Al Stephen K. Tamura West Justice Center di Westminster, a Costa Mesa, in California, ha preso avvio un processo che sta già facendo discutere l’opinione pubblica americana e non solo. Sul banco degli imputati c’è Laura Lee Yourex, 62 anni, residente nello Stato dorato, accusata di un gesto tanto bizzarro quanto grave: avrebbe registrato al voto la propria cagnolina, Maya Jean Yourex, riuscendo persino a far contare il suo voto in occasione del referendum per il recall del governatore Gavin Newsom nel 2021.

Secondo l’Ufficio del Procuratore della Contea di Orange, la donna non si sarebbe fermata lì: avrebbe tentato nuovamente di far partecipare il suo animale domestico alle primarie del 2022. In quel caso, però, la scheda spedita a nome del cane venne individuata e respinta. La vicenda rimase sotto traccia fino all’ottobre 2024, quando fu la stessa Yourex ad autodenunciarsi al Registrar of Voters locale, ammettendo di aver inviato il voto per conto della cagnolina. Da quel momento si è aperto un procedimento giudiziario che, per la sua natura grottesca, è stato definito “senza precedenti” nella storia della giustizia californiana. Le accuse formalizzate sono pesanti: cinque capi d’imputazione, che spaziano dalla falsa testimonianza (perjury), alla falsificazione e presentazione di documenti ufficiali, fino al più grave reato di voto illegale e registrazione di persona inesistente. In caso di condanna, la donna rischia fino a sei anni di carcere in un penitenziario statale.

Dietro l’apparente comicità dell’episodio – un cane che “partecipa” a un’elezione – si nasconde una questione estremamente seria. Negli Stati Uniti, il diritto di voto è considerato il pilastro della democrazia. Qualsiasi tentativo di manipolarne il funzionamento, anche attraverso gesti che possono sembrare goliardici, mina la fiducia collettiva nel sistema elettorale. Ed è proprio questa fiducia che le autorità californiane sembrano voler difendere con fermezza, scegliendo di non archiviare il caso come semplice bravata. L’episodio si inserisce inoltre in un contesto politico e sociale molto teso. Negli ultimi anni il dibattito sul voto per corrispondenza, ampliato durante la pandemia, è stato al centro di accese polemiche, soprattutto dopo le contestazioni dei risultati delle presidenziali del 2020. In questo clima, anche un caso isolato come quello di Maya Jean rischia di alimentare la narrativa complottista di chi mette in dubbio la regolarità del sistema elettorale.
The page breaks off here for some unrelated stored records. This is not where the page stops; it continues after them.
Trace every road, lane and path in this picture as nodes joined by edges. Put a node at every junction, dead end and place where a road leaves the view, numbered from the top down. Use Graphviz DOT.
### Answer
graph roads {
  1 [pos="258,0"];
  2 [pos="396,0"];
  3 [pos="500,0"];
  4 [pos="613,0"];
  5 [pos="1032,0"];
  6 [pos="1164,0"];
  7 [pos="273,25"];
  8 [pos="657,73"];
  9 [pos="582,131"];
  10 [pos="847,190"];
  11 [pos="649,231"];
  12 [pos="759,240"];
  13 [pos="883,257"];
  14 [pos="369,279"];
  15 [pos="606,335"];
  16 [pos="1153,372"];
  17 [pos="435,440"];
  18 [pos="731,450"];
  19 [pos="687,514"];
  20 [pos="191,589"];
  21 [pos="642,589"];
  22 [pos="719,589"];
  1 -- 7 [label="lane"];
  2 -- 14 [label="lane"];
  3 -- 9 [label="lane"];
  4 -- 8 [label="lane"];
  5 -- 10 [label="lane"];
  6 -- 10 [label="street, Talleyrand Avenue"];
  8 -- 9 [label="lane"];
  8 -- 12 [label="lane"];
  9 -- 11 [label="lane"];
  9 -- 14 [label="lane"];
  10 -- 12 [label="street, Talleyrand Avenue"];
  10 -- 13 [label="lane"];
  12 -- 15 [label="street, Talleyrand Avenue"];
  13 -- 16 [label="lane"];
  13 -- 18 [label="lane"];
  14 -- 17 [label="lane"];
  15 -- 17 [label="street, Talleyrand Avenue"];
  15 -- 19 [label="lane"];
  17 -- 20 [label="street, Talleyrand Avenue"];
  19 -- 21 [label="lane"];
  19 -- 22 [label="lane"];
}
La vicenda solleva infine interrogativi sul rapporto tra cittadini e istituzioni. Perché Yourex ha deciso di autodenunciarsi, a distanza di oltre un anno dai fatti? Si è trattato di un senso di colpa, o di un gesto provocatorio? E soprattutto: qual è il confine tra un atto di disobbedienza civile e un reato che mette a repentaglio la credibilità delle istituzioni democratiche? Nei prossimi giorni il processo farà certamente parlare di sé. Al di là della singolarità della storia, l’esito giudiziario sarà osservato con attenzione, poiché potrà costituire un precedente importante nel definire i limiti della tolleranza rispetto a tentativi di frode elettorale, anche quando appaiono caricaturali. In un’epoca in cui la fiducia nel voto è costantemente sotto pressione, persino un episodio come quello di “Maya Jean, l’elettore a quattro zampe” può trasformarsi in un caso emblematico del delicato equilibrio tra diritti civili, responsabilità individuale e salvaguardia della democrazia.